[Pgpool-general] How to set up PGPool II Recovery

Wed Jul 9 09:02:34 UTC 2008

Hi,

I'm using PGPOOL II on a system with 2 postgreSQL backend :

         backend1                      backend2
         192.168.0.114                 192.168.0.212
         5432                          5432
                    \                 /
                     \               /
                      \             /
                      PGPool II 2.1 RC1
                      192.168.0.114
                      9999
                      pcp port : 9998

Yes, pgpool is on the same host than backend1.
I set the replication which seems to works perfectly well.

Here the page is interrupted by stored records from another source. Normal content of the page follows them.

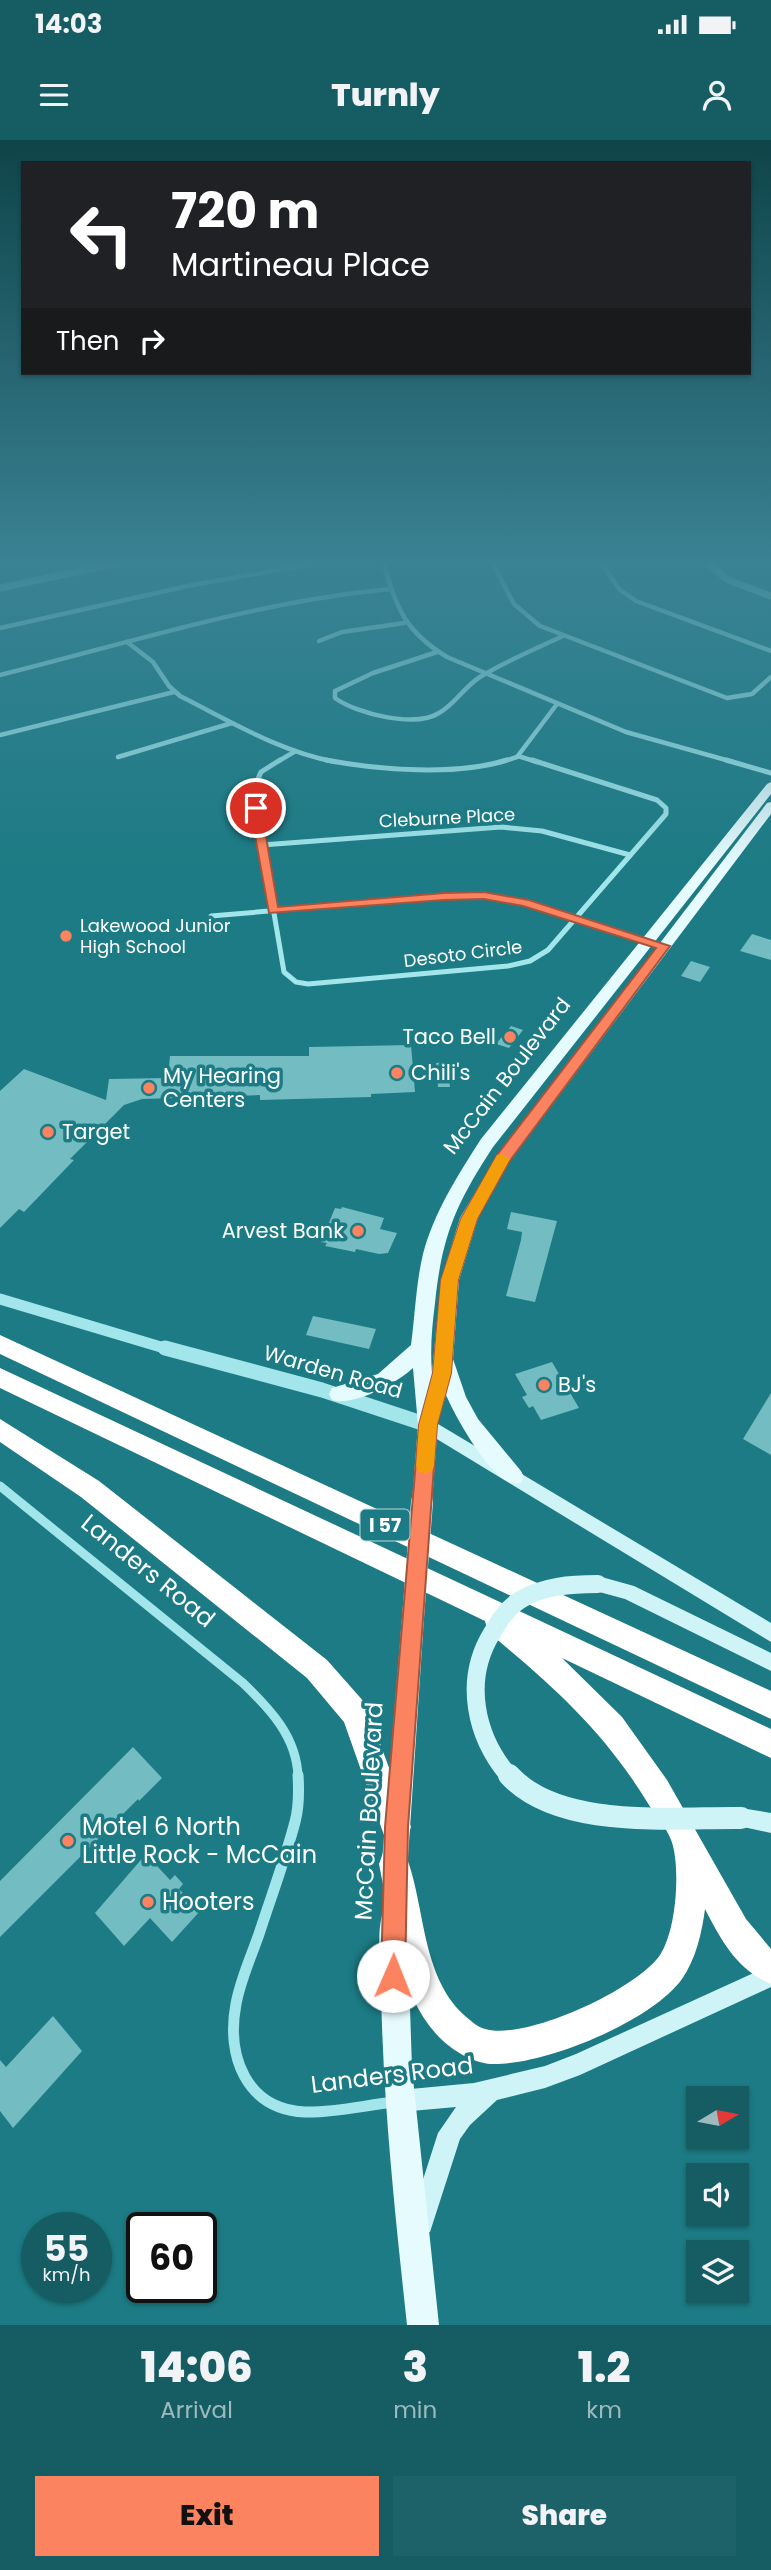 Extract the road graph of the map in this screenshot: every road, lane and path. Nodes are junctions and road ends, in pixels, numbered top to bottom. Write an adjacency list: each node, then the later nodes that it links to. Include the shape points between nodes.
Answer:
1 (42, 664): 8 (street)
2 (154, 664): 10 (street)
3 (404, 664): 7 (street, via 349,683 335,691 335,698 369,713 425,717 443,711 456,695)
4 (465, 664): 7 (street)
5 (507, 664): 7 (street)
6 (637, 664): 9 (street, via 727,698 749,697)
7 (487, 674): 11 (street)
8 (0, 675)
9 (770, 680)
10 (174, 692): 12 (street); 13 (street)
11 (557, 704): 15 (street); 17 (street, via 626,732)
12 (233, 723): 14 (street); 16 (street)
13 (0, 735)
14 (294, 752): 15 (street, via 358,766 447,769 483,768); 20 (street, Desoto Circle, via 261,772 253,785)
15 (518, 756): 21 (street, Desoto Circle, via 663,804 666,814)
16 (118, 757)
17 (771, 773)
18 (771, 786): 25 (main road)
19 (771, 806): 25 (main road)
20 (262, 845): 21 (street, Cleburne Place, via 500,827 542,831); 22 (street, Desoto Circle)
21 (630, 855): 24 (street, Desoto Circle)
22 (273, 911): 23 (street); 24 (street, via 476,895 525,902); 24 (street, Desoto Circle, via 284,972 296,982 308,984 522,964 548,950)
23 (211, 916)
24 (576, 918): 25 (street)
25 (656, 944): 28 (main road, McCain Boulevard, via 487,1143 464,1178 431,1257); 29 (main road, McCain Boulevard, via 503,1159 469,1219 450,1280)
26 (0, 1299): 31 (street, Warden Road, via 93,1331)
27 (0, 1345): 39 (highway, I 57)
28 (420, 1348): 31 (main road, via 397,1374); 32 (main road, McCain Boulevard)
29 (444, 1356): 32 (main road, McCain Boulevard); 34 (main road, via 467,1423)
30 (0, 1377): 36 (highway, I 57)
31 (340, 1394): 32 (street, Warden Road)
32 (428, 1425): 34 (main road, Warden Road); 42 (main road, McCain Boulevard, bridge)
33 (0, 1429): 42 (highway, via 90,1489 317,1669 355,1713)
34 (514, 1477): 37 (main road, Warden Road)
35 (0, 1486): 48 (street, Landers Road, via 243,1683 270,1709 289,1737 298,1767 298,1810 236,2003 232,2029 233,2056 244,2080 261,2099 292,2111)
36 (475, 1603): 40 (highway, I 57); 43 (highway, via 600,1713 647,1774)
37 (771, 1633)
38 (771, 1662): 41 (main road, bridge, via 628,1592 598,1584 550,1587 508,1609 486,1637 473,1687 475,1713 490,1751 506,1776 533,1795 592,1814)
39 (771, 1705)
40 (771, 1744)
41 (771, 1823)
42 (396, 1827): 44 (main road, McCain Boulevard)
43 (688, 1842): 44 (highway, via 692,1902 686,1932 670,1969 655,1986 590,2021 504,2047 488,2047 462,2034 448,2023 426,1991); 45 (highway, via 743,1946)
44 (394, 1864): 48 (main road, McCain Boulevard, via 393,1976)
45 (771, 1968)
46 (771, 1976): 47 (main road, Landers Road, via 580,2064)
47 (492, 2090): 48 (main road, Landers Road); 49 (main road, via 461,2116 450,2133)
48 (400, 2101): 49 (main road, McCain Boulevard)
49 (414, 2248): 50 (main road, McCain Boulevard)
50 (423, 2325)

I'm now
trying to set up online recovery. When I start pgpool with -n -d
options, I can see the healthcheck which detects when my banckend2 stops
to work. It prints smthg like :

2008-07-09 08:52:18 DEBUG: pid 12406: starting health checking
2008-07-09 08:52:18 DEBUG: pid 12406: health_check: 0 the DB node
status: 2
2008-07-09 08:52:18 DEBUG: pid 12406: health_check: 1 the DB node
status: 3

I guess the state '3' is when the backend failed to answer. Anyway, when
the backend went back, the state doesn't change.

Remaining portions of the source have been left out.